Hardee's ''Book of Tactics''

  • Tactic
  • 2 mins

By Crusader1307

Perhaps no one volume of written Rules governing Military Tactics and Maneuvering, made such an impact at the start of America’s War Between The States, than an innocuous Manuel written by an enterprising American Infantry Officer by the name of William Hardee. His Book would go on to become the standard Infantry Training Manual for The United States Army from 1855 until American involvement in World War I in 1917. It is still considered “required” reading at The United States Military Academy (West Point). William Hardee was a West Point Graduate and served in both The 2nd Seminole War (Florida) and Mexican-American War. His abilities at organization and training of Small Units did not go unnoticed and he secured a Post as Tactics Instructor at The United States Military Academy at West Point (New York).
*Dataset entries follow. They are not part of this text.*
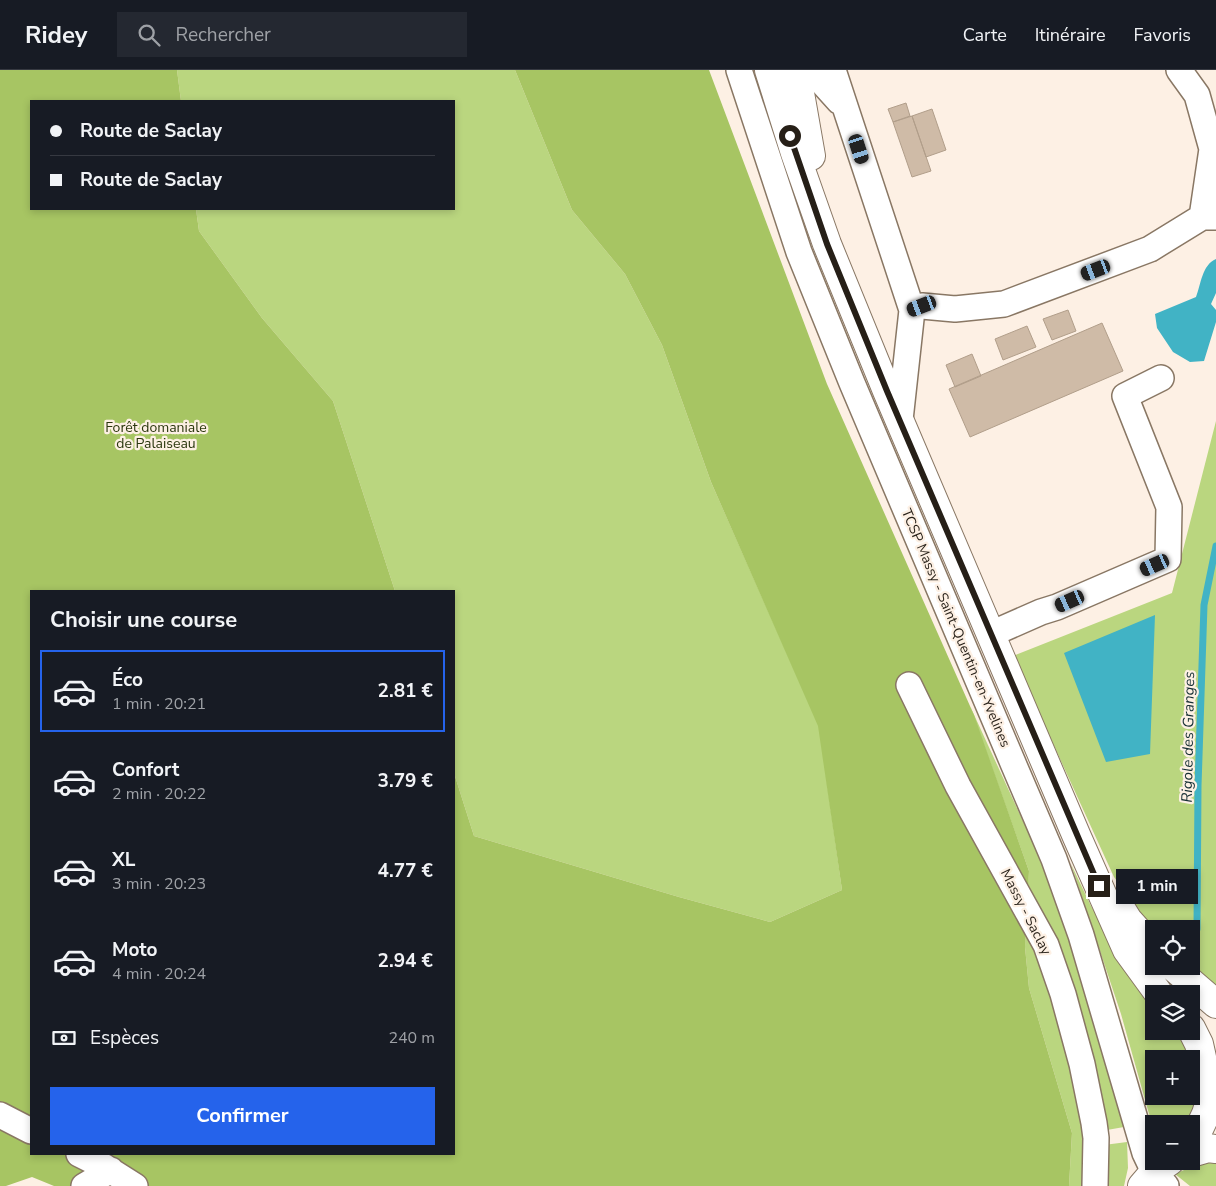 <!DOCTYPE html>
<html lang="fr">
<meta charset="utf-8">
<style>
:root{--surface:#171b24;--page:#242831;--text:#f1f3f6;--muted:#9ea1a6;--line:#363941;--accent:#2563eb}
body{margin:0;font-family:"Nunito Sans",sans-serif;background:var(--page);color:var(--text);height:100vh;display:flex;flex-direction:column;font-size:19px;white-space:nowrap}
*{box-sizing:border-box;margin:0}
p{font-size:16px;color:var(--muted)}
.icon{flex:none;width:28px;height:28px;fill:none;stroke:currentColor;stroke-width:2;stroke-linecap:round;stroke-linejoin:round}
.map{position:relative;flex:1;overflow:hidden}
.drawer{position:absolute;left:30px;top:520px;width:425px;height:565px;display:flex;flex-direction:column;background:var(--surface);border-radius:0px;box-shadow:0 2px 8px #0003}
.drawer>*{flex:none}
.hud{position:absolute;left:30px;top:30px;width:425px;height:110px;border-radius:0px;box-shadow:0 2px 8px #0003;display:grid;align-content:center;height:110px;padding:0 20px;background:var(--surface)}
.tools{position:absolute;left:1145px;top:850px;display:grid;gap:10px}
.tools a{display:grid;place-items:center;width:55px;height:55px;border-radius:0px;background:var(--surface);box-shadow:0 2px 8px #0003;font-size:25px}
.end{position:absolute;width:22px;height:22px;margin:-11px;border:6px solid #261f17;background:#fff;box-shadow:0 0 0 2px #fff}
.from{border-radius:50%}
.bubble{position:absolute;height:35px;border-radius:0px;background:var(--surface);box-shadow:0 2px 8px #0003;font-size:16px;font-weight:700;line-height:35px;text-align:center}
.car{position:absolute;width:15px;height:30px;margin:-15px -8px;border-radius:6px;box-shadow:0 0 4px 1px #0007;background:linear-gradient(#222 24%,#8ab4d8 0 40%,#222 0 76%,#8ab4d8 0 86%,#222 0)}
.hud b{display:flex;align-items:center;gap:18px;height:48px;font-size:19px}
.hud b+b{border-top:1px solid var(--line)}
.hud i{width:12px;height:12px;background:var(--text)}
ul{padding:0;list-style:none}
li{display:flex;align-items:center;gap:15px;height:82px;margin:0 10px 8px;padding:0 10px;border:2px solid transparent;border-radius:0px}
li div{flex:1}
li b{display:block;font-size:19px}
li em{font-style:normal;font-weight:700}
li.active{border-color:var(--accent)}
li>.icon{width:45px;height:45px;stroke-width:1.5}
h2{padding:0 20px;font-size:22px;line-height:60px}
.pay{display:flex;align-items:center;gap:12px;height:55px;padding:0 20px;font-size:19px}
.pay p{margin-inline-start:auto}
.cta{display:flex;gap:10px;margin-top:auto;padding:10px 20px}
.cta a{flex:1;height:58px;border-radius:0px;background:var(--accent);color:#fff;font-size:20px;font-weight:700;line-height:58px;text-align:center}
header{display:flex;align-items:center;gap:30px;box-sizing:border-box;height:70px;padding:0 25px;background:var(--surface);border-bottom:1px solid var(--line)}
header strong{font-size:24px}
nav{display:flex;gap:28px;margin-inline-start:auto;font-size:18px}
.search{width:350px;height:45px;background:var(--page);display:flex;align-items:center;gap:12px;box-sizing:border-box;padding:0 18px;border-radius:0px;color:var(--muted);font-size:19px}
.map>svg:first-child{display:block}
.green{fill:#bad67f;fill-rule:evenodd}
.forest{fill:#a7c563}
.water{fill:#41b3c5}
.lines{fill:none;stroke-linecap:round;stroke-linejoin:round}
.stream{stroke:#41b3c5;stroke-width:7}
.building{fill:#cfbba7;stroke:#b19e8a}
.minor-casing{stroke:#897764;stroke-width:28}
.major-casing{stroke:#897764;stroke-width:30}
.minor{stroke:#fff;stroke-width:25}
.major{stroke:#fff;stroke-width:28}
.route{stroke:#261f17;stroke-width:6}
.labels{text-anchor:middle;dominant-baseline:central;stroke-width:4.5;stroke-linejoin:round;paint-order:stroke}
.park-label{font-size:14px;fill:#2b370e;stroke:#fdf0e4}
.street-label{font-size:14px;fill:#261f17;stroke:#fdf0e4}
.water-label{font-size:15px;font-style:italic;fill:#152e33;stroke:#fdf0e4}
</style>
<header>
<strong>Ridey</strong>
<div class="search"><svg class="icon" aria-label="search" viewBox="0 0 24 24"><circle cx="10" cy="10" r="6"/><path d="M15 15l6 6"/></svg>Rechercher</div>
<nav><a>Carte</a><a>Itinéraire</a><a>Favoris</a></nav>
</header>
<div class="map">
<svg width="1216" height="1116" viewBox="0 0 1216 1116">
<rect width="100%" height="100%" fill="#fdf0e4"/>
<!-- green -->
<path class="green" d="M177 0H515L572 140 625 204 662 275 711 412 819 656 842 820 770 852 679 827 474 766 454 703V521H395L333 331 262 248 199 161 196 139H454V31H181Z
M1216 351V923L1191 896V859H1154V861L1114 807 1013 586 1172 523Z
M970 636 1040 788 1081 897 1124 1057 1107 1060 1040 840 1028 814 1029 801Z
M1071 794 1091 836 1121 888 1154 928V961H1181L1202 1004 1191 1054H1154V1057L1149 1044 1121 944ZM1154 989H1191V1026H1154Z
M1026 849 1085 1034 1090 1116H1069L1072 1063 1029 918 1025 877Z
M1127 1072 1128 1098 1124 1116H1104V1075Z
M1216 1092V1116H1190L1175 1104C1188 1098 1201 1093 1216 1092Z"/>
<!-- forest -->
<path class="forest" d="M0 0H177L181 31H31V139H196L199 161 262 248 333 331 395 521H31V1084H454V703L474 766 679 827 770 852 842 820 818 656 711 412 662 275 625 204 572 140 515 0H709L827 314 974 645 1029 801 1025 877 1029 918 1072 1063 1069 1116H54L32 1107 6 1116H0Z"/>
<!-- water -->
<path class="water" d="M1216 189V223L1211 234 1216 240V252L1204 291 1190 292 1173 282 1157 258 1155 244 1196 227C1201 214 1202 195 1216 189Z
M1155 545 1150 684 1106 692 1064 583Z"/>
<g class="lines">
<!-- stream -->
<path class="stream" d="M1197 859 1198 716 1204 535 1216 476"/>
</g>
<!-- building -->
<path class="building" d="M906 33 910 46 893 52 888 39Z
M932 39 946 80 926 87 912 46Z
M912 46 931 101 912 107 893 52Z
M1068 240 1076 261 1052 270 1043 249Z
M1102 253 1123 301 970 367 949 319Z
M1027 256 1036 277 1003 290 995 269Z
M972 284 981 306 955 317 946 295Z"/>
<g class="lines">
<defs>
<path id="minor" d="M739 0 799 182 852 313 1013 693 1054 789 1081 865 1145 1083 1154 1102 1166 1116
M811 0 839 31
M833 0 912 240
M1179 0 1197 25 1212 79 1202 147
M900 350 912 240 922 236 955 239 1004 234 1150 179 1202 147H1216
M991 564 1041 542 1057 537 1168 489 1169 437 1125 326 1161 308
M909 615 958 716 1046 875 1063 924 1082 994 1094 1053 1096 1068 1095 1116
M0 1045 31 1061
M79 1084 105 1097 135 1116
M84 1116 111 1100"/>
<path id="major" d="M769 0 795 83 827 174 887 321 1077 767 1127 880 1159 924
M796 0 811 86
M1120 837 1128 850 1154 879
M1172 896 1216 934
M1191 958 1199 974 1211 1028 1206 1044 1198 1061 1191 1069
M1191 1083 1208 1078 1216 1079
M1142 1116 1154 1102 1170 1091"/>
</defs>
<!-- minor casing -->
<use href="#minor" class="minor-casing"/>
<!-- major casing -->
<use href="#major" class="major-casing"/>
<!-- minor -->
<use href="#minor" class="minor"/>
<!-- major -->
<use href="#major" class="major"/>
</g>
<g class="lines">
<!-- route -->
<path class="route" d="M790 66 827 174 887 321 1099 816"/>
</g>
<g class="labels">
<!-- park labels -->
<g class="park-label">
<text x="156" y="357">Forêt domaniale<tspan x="156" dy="16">de Palaiseau</tspan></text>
</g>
<!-- street labels -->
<g class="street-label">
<text transform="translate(956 558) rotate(67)">TCSP Massy - Saint-Quentin-en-Yvelines</text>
<text transform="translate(1026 842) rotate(63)">Massy - Saclay</text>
</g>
<!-- water labels -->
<g class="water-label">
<text transform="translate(1188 667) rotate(-89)">Rigole des Granges</text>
</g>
</g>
</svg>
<div class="tools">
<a><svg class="icon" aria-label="locate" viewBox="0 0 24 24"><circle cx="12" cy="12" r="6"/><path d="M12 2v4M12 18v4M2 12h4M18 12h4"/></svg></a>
<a><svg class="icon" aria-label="layers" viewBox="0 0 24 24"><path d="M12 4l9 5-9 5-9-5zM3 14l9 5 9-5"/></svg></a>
<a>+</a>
<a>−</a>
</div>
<i class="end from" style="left:790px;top:66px"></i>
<i class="end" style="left:1099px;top:816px"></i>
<div class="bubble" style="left:1116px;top:799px;width:82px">1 min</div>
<i class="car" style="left:859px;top:79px;rotate:162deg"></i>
<i class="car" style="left:1096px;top:200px;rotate:249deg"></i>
<i class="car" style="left:922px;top:236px;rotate:249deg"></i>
<i class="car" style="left:1155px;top:495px;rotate:246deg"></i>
<i class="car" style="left:1070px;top:531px;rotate:246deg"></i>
<div class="hud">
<b><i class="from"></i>Route de Saclay</b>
<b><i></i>Route de Saclay</b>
</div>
<section class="drawer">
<h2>Choisir une course</h2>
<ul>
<li class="active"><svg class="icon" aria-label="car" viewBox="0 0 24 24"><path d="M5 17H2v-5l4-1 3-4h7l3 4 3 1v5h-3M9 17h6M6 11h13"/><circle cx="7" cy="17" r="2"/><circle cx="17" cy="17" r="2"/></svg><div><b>Éco</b><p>1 min · 20:21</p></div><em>2.81 €</em></li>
<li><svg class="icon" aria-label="car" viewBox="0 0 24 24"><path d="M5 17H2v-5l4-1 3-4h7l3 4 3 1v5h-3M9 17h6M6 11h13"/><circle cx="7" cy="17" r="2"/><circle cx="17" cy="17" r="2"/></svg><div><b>Confort</b><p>2 min · 20:22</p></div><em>3.79 €</em></li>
<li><svg class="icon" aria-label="car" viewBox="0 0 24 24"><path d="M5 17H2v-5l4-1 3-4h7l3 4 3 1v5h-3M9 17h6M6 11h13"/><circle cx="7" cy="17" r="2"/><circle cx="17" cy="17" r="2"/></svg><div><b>XL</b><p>3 min · 20:23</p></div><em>4.77 €</em></li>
<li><svg class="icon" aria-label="car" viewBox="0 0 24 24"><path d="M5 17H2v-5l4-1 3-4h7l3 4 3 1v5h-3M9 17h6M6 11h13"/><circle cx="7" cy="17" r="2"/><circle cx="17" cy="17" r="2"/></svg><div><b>Moto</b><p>4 min · 20:24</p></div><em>2.94 €</em></li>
</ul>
<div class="pay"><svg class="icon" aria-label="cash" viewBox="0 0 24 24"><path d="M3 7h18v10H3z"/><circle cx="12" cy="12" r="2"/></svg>Espèces<p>240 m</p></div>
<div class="cta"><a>Confirmer</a></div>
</section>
</div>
So impressed with the overall change in Officer development, Secretary of War  (and later President of The Confederate States of America), Jefferson Davis asked Hardee to formally put down his observations and applied theories in Manual "form" in 1855. This would become “Hardee’s Light Infantry Tactics”.  With the start of hostilities which would become The American Civil War, Hardee (who was Southern), cast his lot with The Confederacy. Promoted to General, Hardee was assigned to The Army of The West. His Divisions fought in the majority of Western engagements between The North and South. His Book now doubt served it purpose, for The Western Confederate Armies were unstoppable during the early years of The Conflict.  Unlike China’s “The Art of War” or Ancient Rome’s “De Re Militari”, Hardee’s “Manual of Tactics” was more “to the point” with regards to the changing “face” of late 19th Century Small Unit Tactics. A fact that even had Hardee’s Book make it across The Atlantic into European Armies, as well. Even with more advanced technology which defines the parameters of “Modern” 21st Century battlefields, “Hardee’s Tactics” still resounds true after 152 years.